◆ **Work required**:
If a record contains an image, leave the image out and repeat everything else exactly.

◆ **Source material**:
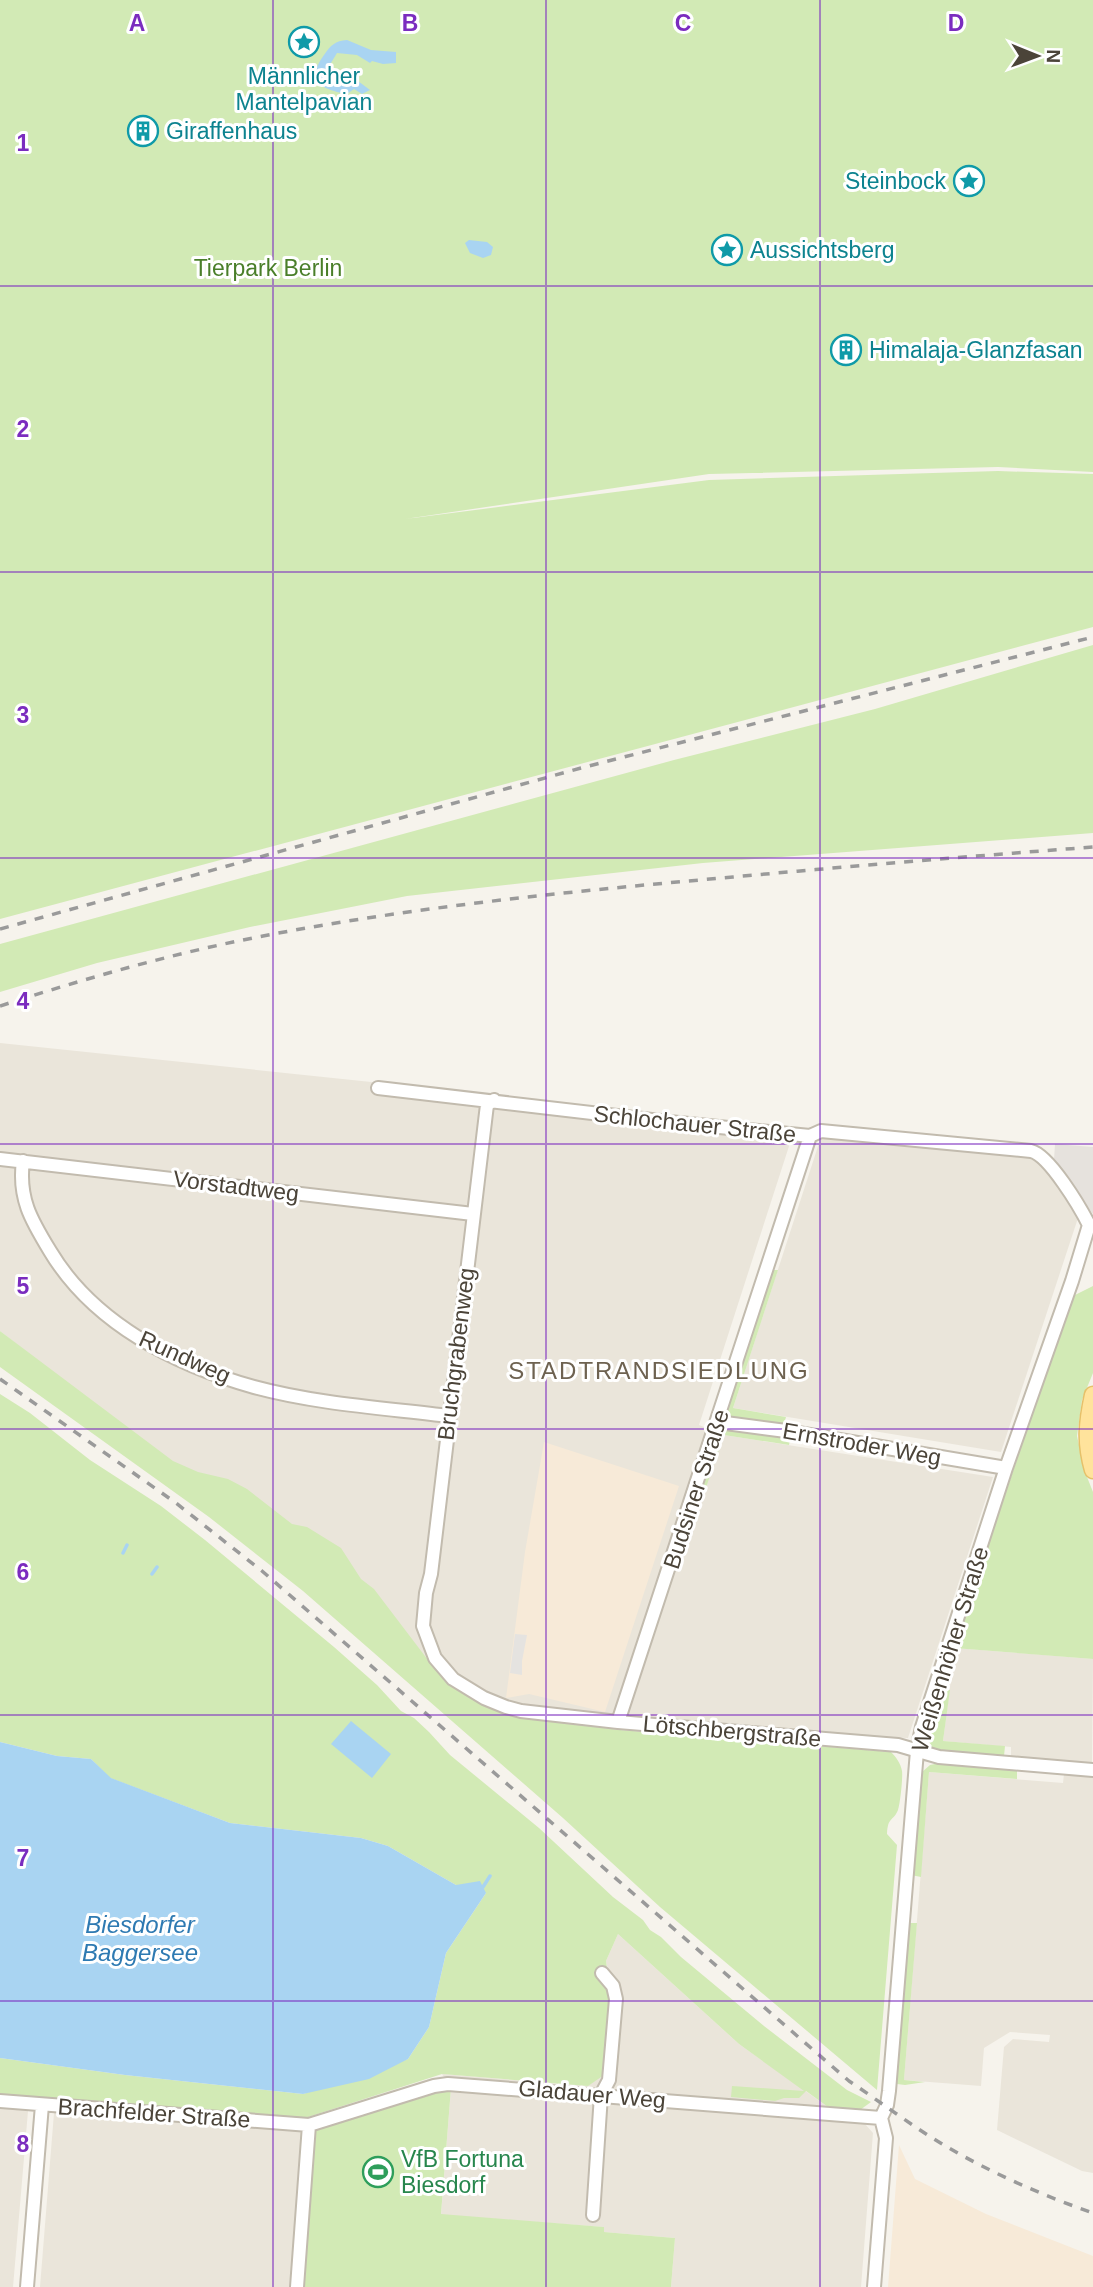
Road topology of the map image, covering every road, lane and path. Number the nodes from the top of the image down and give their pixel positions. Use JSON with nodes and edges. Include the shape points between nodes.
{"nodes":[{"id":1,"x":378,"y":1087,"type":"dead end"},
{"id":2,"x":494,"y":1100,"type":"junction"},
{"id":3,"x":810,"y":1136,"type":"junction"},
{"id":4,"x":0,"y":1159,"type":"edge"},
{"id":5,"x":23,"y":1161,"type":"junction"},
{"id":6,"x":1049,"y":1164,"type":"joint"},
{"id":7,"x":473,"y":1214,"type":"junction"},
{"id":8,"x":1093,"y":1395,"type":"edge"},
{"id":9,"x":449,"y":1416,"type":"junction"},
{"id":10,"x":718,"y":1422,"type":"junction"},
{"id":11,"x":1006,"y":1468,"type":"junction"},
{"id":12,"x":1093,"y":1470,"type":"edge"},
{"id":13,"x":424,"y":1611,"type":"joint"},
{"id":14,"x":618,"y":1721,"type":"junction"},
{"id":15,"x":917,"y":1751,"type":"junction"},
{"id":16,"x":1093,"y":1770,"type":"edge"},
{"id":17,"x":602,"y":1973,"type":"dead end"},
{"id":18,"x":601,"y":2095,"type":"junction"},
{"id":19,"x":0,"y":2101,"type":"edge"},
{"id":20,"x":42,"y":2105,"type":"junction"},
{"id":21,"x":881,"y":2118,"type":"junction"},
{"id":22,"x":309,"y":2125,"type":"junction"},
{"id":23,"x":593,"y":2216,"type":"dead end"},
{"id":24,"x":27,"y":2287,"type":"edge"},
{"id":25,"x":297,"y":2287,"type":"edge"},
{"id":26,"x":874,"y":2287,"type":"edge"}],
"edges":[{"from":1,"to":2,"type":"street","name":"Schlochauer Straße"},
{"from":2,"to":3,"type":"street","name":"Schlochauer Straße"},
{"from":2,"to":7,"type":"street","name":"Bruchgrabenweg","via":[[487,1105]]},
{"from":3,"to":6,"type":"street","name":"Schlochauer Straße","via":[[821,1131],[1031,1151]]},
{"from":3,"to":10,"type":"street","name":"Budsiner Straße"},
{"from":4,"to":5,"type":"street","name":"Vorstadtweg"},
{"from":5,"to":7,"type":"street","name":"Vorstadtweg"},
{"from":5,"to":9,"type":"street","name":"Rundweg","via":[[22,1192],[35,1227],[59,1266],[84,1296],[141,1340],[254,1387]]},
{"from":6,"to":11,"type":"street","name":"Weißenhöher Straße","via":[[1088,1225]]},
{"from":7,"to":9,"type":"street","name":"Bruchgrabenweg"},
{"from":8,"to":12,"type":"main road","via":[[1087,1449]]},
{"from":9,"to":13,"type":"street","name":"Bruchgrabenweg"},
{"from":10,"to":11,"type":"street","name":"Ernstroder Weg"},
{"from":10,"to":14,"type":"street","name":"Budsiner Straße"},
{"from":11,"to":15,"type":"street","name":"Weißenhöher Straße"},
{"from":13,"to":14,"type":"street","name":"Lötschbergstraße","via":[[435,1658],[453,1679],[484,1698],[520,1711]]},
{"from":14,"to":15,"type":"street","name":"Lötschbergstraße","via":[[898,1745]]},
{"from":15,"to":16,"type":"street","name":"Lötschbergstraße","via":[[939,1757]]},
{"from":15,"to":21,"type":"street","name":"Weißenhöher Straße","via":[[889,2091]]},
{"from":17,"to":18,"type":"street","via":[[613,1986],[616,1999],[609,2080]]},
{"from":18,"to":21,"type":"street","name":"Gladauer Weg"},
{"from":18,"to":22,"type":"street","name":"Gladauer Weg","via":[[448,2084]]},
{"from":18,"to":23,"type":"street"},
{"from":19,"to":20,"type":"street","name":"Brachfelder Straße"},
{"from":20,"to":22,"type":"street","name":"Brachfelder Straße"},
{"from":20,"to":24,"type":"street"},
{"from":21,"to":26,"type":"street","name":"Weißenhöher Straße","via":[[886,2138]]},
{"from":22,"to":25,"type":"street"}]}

◆ **Reply to the task**:
Road topology of the map image, covering every road, lane and path. Number the nodes from the top of the image down and give their pixel positions. Use JSON with nodes and edges. Include the shape points between nodes.
{"nodes":[{"id":1,"x":378,"y":1087,"type":"dead end"},
{"id":2,"x":494,"y":1100,"type":"junction"},
{"id":3,"x":810,"y":1136,"type":"junction"},
{"id":4,"x":0,"y":1159,"type":"edge"},
{"id":5,"x":23,"y":1161,"type":"junction"},
{"id":6,"x":1049,"y":1164,"type":"joint"},
{"id":7,"x":473,"y":1214,"type":"junction"},
{"id":8,"x":1093,"y":1395,"type":"edge"},
{"id":9,"x":449,"y":1416,"type":"junction"},
{"id":10,"x":718,"y":1422,"type":"junction"},
{"id":11,"x":1006,"y":1468,"type":"junction"},
{"id":12,"x":1093,"y":1470,"type":"edge"},
{"id":13,"x":424,"y":1611,"type":"joint"},
{"id":14,"x":618,"y":1721,"type":"junction"},
{"id":15,"x":917,"y":1751,"type":"junction"},
{"id":16,"x":1093,"y":1770,"type":"edge"},
{"id":17,"x":602,"y":1973,"type":"dead end"},
{"id":18,"x":601,"y":2095,"type":"junction"},
{"id":19,"x":0,"y":2101,"type":"edge"},
{"id":20,"x":42,"y":2105,"type":"junction"},
{"id":21,"x":881,"y":2118,"type":"junction"},
{"id":22,"x":309,"y":2125,"type":"junction"},
{"id":23,"x":593,"y":2216,"type":"dead end"},
{"id":24,"x":27,"y":2287,"type":"edge"},
{"id":25,"x":297,"y":2287,"type":"edge"},
{"id":26,"x":874,"y":2287,"type":"edge"}],
"edges":[{"from":1,"to":2,"type":"street","name":"Schlochauer Straße"},
{"from":2,"to":3,"type":"street","name":"Schlochauer Straße"},
{"from":2,"to":7,"type":"street","name":"Bruchgrabenweg","via":[[487,1105]]},
{"from":3,"to":6,"type":"street","name":"Schlochauer Straße","via":[[821,1131],[1031,1151]]},
{"from":3,"to":10,"type":"street","name":"Budsiner Straße"},
{"from":4,"to":5,"type":"street","name":"Vorstadtweg"},
{"from":5,"to":7,"type":"street","name":"Vorstadtweg"},
{"from":5,"to":9,"type":"street","name":"Rundweg","via":[[22,1192],[35,1227],[59,1266],[84,1296],[141,1340],[254,1387]]},
{"from":6,"to":11,"type":"street","name":"Weißenhöher Straße","via":[[1088,1225]]},
{"from":7,"to":9,"type":"street","name":"Bruchgrabenweg"},
{"from":8,"to":12,"type":"main road","via":[[1087,1449]]},
{"from":9,"to":13,"type":"street","name":"Bruchgrabenweg"},
{"from":10,"to":11,"type":"street","name":"Ernstroder Weg"},
{"from":10,"to":14,"type":"street","name":"Budsiner Straße"},
{"from":11,"to":15,"type":"street","name":"Weißenhöher Straße"},
{"from":13,"to":14,"type":"street","name":"Lötschbergstraße","via":[[435,1658],[453,1679],[484,1698],[520,1711]]},
{"from":14,"to":15,"type":"street","name":"Lötschbergstraße","via":[[898,1745]]},
{"from":15,"to":16,"type":"street","name":"Lötschbergstraße","via":[[939,1757]]},
{"from":15,"to":21,"type":"street","name":"Weißenhöher Straße","via":[[889,2091]]},
{"from":17,"to":18,"type":"street","via":[[613,1986],[616,1999],[609,2080]]},
{"from":18,"to":21,"type":"street","name":"Gladauer Weg"},
{"from":18,"to":22,"type":"street","name":"Gladauer Weg","via":[[448,2084]]},
{"from":18,"to":23,"type":"street"},
{"from":19,"to":20,"type":"street","name":"Brachfelder Straße"},
{"from":20,"to":22,"type":"street","name":"Brachfelder Straße"},
{"from":20,"to":24,"type":"street"},
{"from":21,"to":26,"type":"street","name":"Weißenhöher Straße","via":[[886,2138]]},
{"from":22,"to":25,"type":"street"}]}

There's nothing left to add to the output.